_AIM OF THE EXERCISE_. What you produce should be an exact transcription of the data, minus any pictures.
┏━━
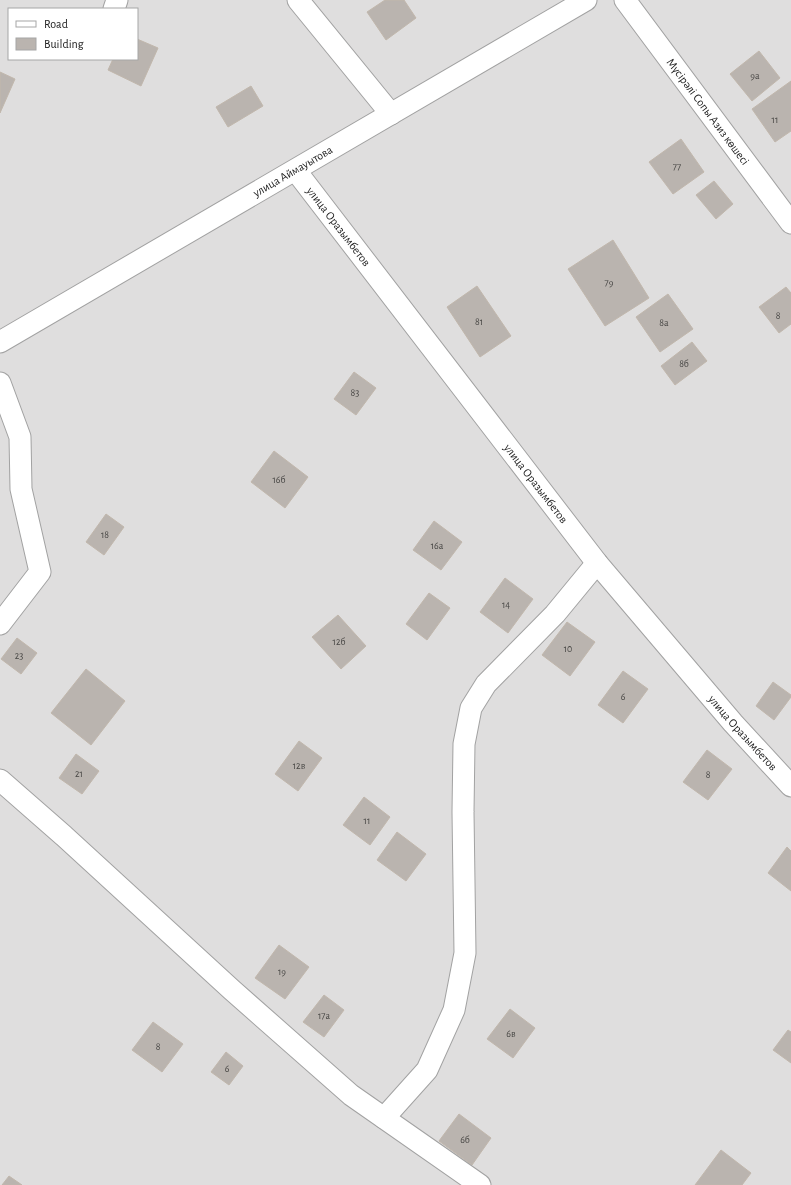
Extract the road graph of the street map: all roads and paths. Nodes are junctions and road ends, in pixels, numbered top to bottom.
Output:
1 (298, 0) edge
2 (586, 0) edge
3 (625, 0) edge
4 (391, 114) junction
5 (296, 170) junction
6 (791, 223) edge
7 (0, 342) edge
8 (0, 383) edge
9 (597, 563) junction
10 (0, 624) edge
11 (0, 780) edge
12 (791, 786) edge
13 (384, 1118) junction
14 (480, 1185) edge

1 - 4 street
2 - 4 street, улица Аймауытова
3 - 6 street, Мүсірәлі Сопы Азиз көшесі
4 - 5 street, улица Аймауытова
5 - 7 street, улица Аймауытова
5 - 9 street, улица Оразымбетов
8 - 10 street
9 - 12 street, улица Оразымбетов
9 - 13 street
11 - 13 street
13 - 14 street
┗━━
_SOLVED EXERCISE_.
Extract the road graph of the street map: all roads and paths. Nodes are junctions and road ends, in pixels, numbered top to bottom.
Output:
1 (298, 0) edge
2 (586, 0) edge
3 (625, 0) edge
4 (391, 114) junction
5 (296, 170) junction
6 (791, 223) edge
7 (0, 342) edge
8 (0, 383) edge
9 (597, 563) junction
10 (0, 624) edge
11 (0, 780) edge
12 (791, 786) edge
13 (384, 1118) junction
14 (480, 1185) edge

1 - 4 street
2 - 4 street, улица Аймауытова
3 - 6 street, Мүсірәлі Сопы Азиз көшесі
4 - 5 street, улица Аймауытова
5 - 7 street, улица Аймауытова
5 - 9 street, улица Оразымбетов
8 - 10 street
9 - 12 street, улица Оразымбетов
9 - 13 street
11 - 13 street
13 - 14 street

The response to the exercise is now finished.